══ Exercise data

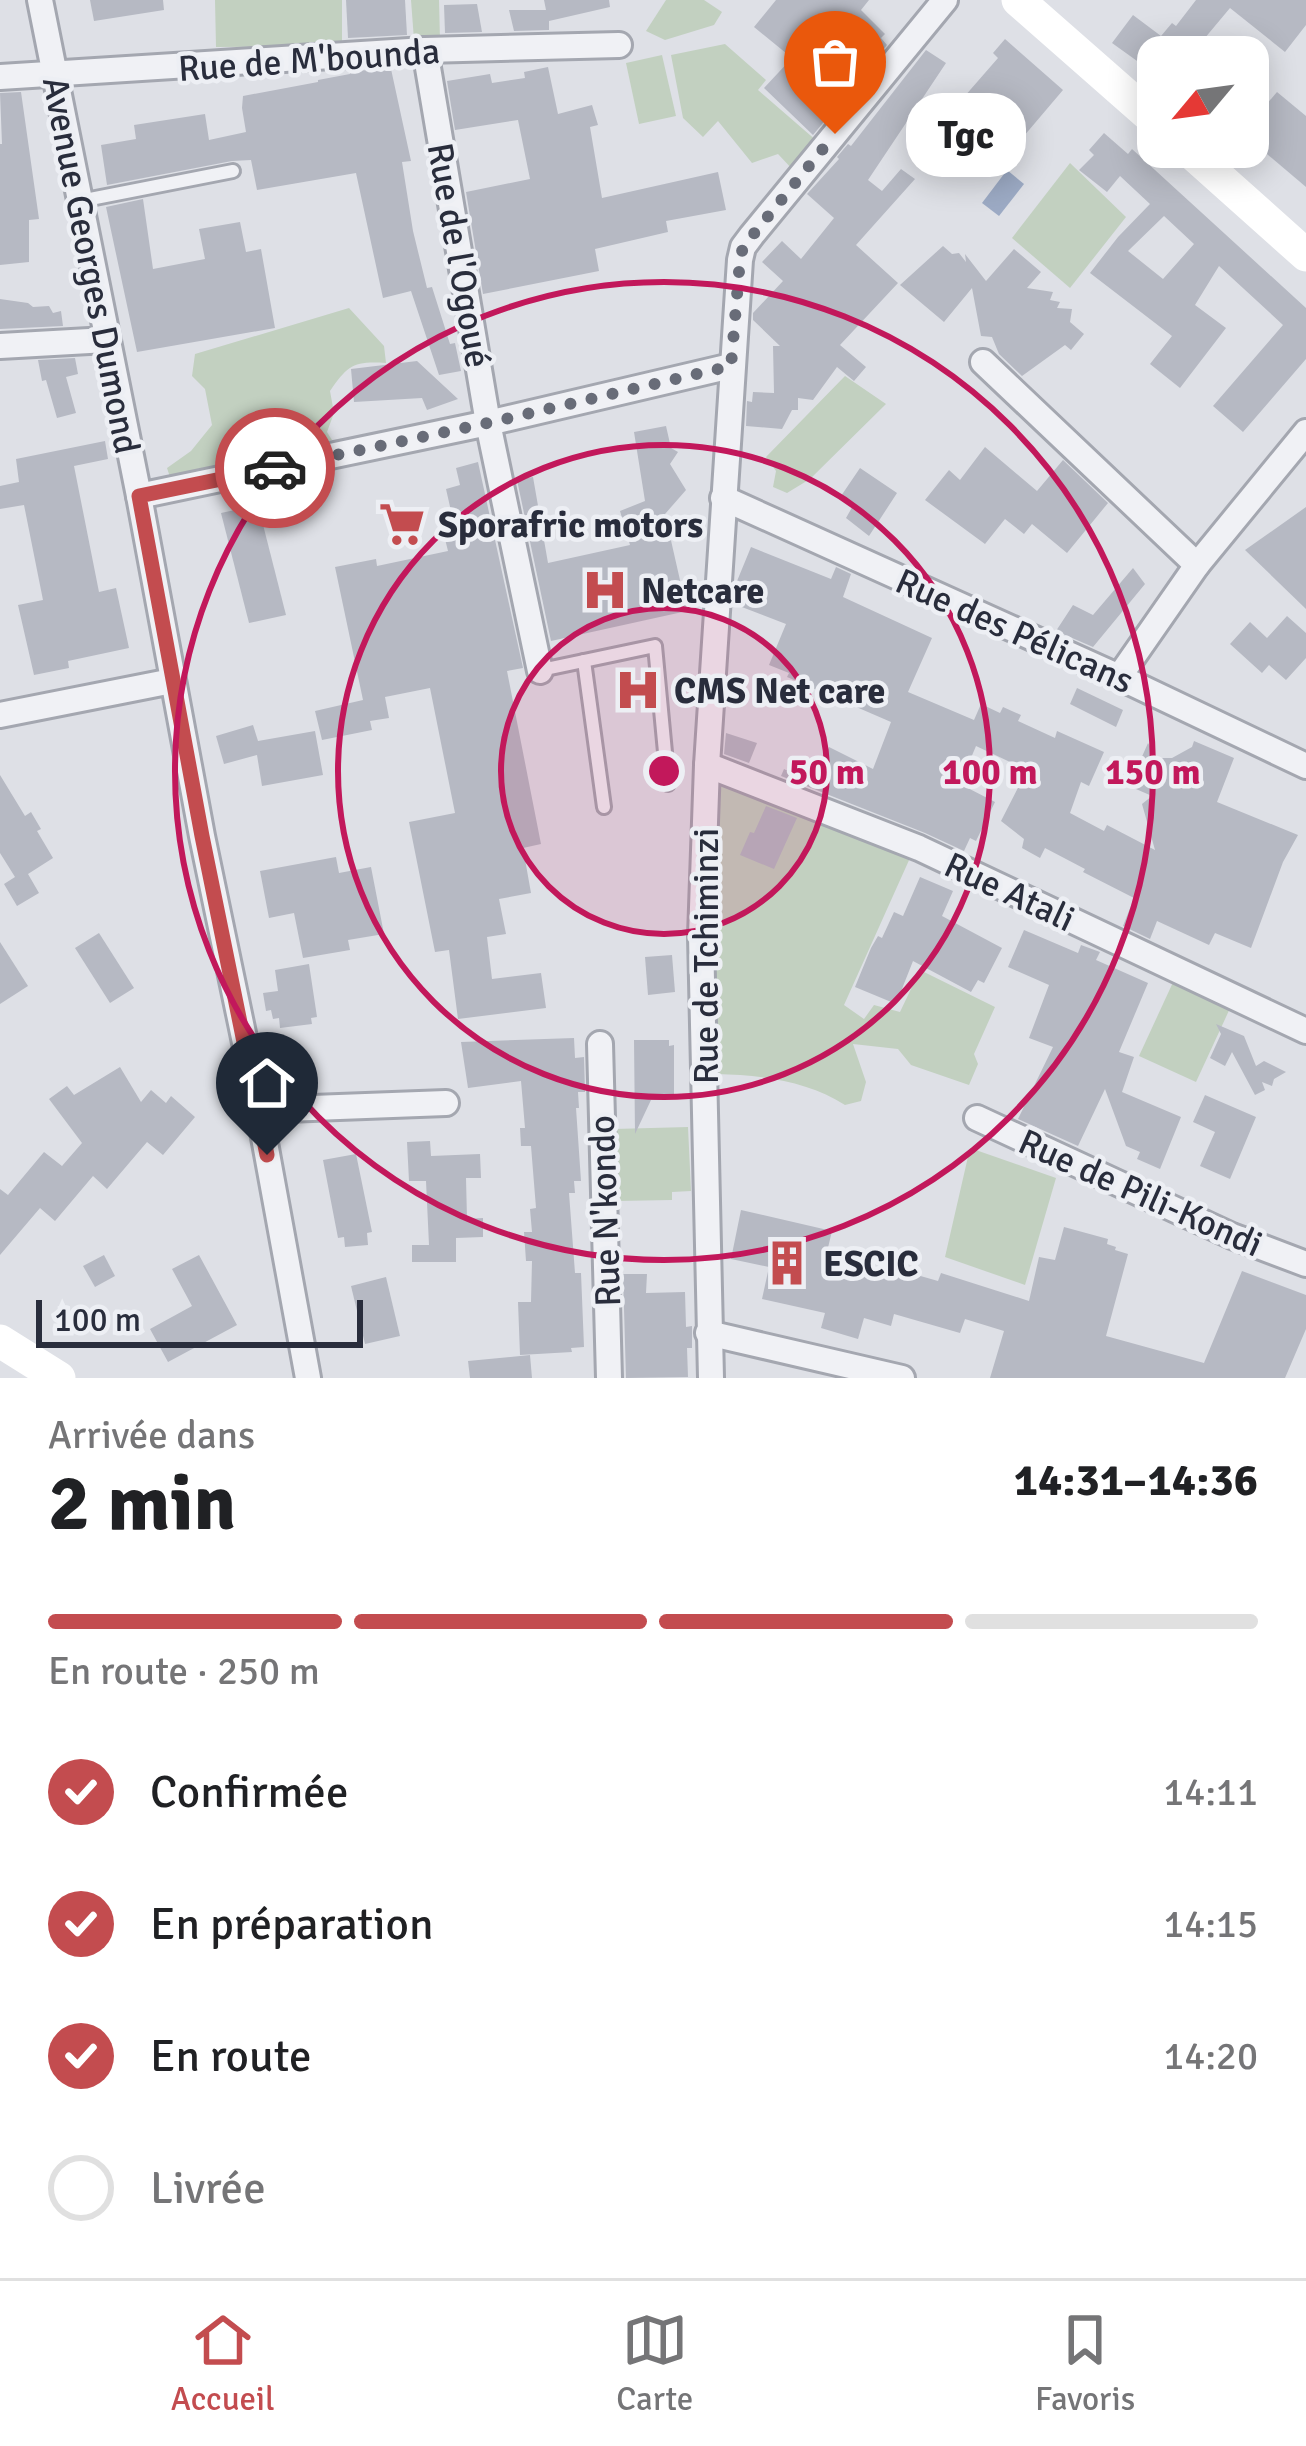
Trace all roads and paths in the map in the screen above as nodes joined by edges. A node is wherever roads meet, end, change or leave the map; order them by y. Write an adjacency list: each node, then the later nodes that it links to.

════
══ Exercise data

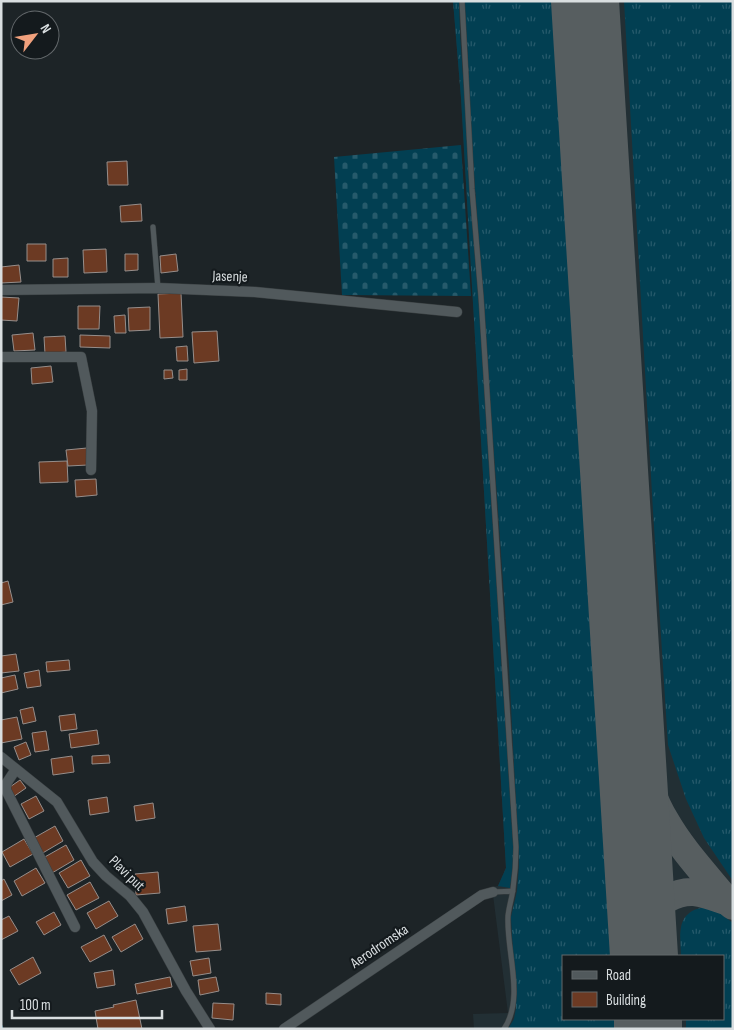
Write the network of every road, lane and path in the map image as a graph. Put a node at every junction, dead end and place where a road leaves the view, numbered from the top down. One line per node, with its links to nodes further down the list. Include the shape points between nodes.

════
══ Exercise data

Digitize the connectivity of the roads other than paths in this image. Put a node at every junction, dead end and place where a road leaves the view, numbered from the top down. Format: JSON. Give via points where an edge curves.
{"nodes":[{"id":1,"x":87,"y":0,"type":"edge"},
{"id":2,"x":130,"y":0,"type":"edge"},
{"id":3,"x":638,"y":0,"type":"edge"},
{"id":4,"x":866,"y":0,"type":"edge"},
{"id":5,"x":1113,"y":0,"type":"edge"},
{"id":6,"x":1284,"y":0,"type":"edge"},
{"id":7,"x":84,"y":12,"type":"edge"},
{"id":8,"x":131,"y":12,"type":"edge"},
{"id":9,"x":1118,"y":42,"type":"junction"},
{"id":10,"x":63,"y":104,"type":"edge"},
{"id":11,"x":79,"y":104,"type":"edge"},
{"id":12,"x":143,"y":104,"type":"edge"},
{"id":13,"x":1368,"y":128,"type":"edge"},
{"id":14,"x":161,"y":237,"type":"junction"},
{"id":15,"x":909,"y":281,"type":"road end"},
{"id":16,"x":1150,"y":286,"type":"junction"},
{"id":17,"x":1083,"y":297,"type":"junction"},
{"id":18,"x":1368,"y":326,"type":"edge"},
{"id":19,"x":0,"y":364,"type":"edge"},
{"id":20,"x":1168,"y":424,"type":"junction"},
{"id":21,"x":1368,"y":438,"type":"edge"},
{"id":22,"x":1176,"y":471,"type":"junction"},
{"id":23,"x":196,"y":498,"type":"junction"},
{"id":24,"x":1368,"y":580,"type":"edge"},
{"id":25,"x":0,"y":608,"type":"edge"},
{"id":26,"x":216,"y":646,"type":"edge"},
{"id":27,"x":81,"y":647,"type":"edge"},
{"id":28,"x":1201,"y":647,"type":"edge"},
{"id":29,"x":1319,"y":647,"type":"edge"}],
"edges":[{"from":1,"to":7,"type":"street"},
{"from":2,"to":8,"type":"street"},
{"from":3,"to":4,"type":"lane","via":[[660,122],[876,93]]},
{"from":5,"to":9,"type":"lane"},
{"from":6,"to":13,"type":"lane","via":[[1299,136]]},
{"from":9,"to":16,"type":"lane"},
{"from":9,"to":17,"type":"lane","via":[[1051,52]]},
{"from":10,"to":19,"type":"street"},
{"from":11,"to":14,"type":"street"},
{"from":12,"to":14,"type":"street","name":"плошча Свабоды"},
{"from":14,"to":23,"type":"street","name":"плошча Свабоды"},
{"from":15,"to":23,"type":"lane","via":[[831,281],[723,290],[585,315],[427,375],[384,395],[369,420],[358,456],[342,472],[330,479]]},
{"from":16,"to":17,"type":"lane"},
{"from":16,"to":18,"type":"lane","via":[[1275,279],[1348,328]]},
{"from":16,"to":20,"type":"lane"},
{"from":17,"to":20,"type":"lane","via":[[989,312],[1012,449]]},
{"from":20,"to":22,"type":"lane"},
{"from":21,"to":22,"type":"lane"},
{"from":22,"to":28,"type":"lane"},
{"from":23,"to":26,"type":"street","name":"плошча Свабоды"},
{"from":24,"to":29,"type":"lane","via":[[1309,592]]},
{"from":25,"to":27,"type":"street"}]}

════

→ Task directions
Go through the entries above and report each line with the string "Write" in it.

→ Answer space
Trace all roads and paths in the map in the screen above as nodes joined by edges. A node is wherever roads meet, end, change or leave the map; order them by y. Write an adjacency list: each node, then the later nodes that it links to.
Write the network of every road, lane and path in the map image as a graph. Put a node at every junction, dead end and place where a road leaves the view, numbered from the top down. One line per node, with its links to nodes further down the list. Include the shape points between nodes.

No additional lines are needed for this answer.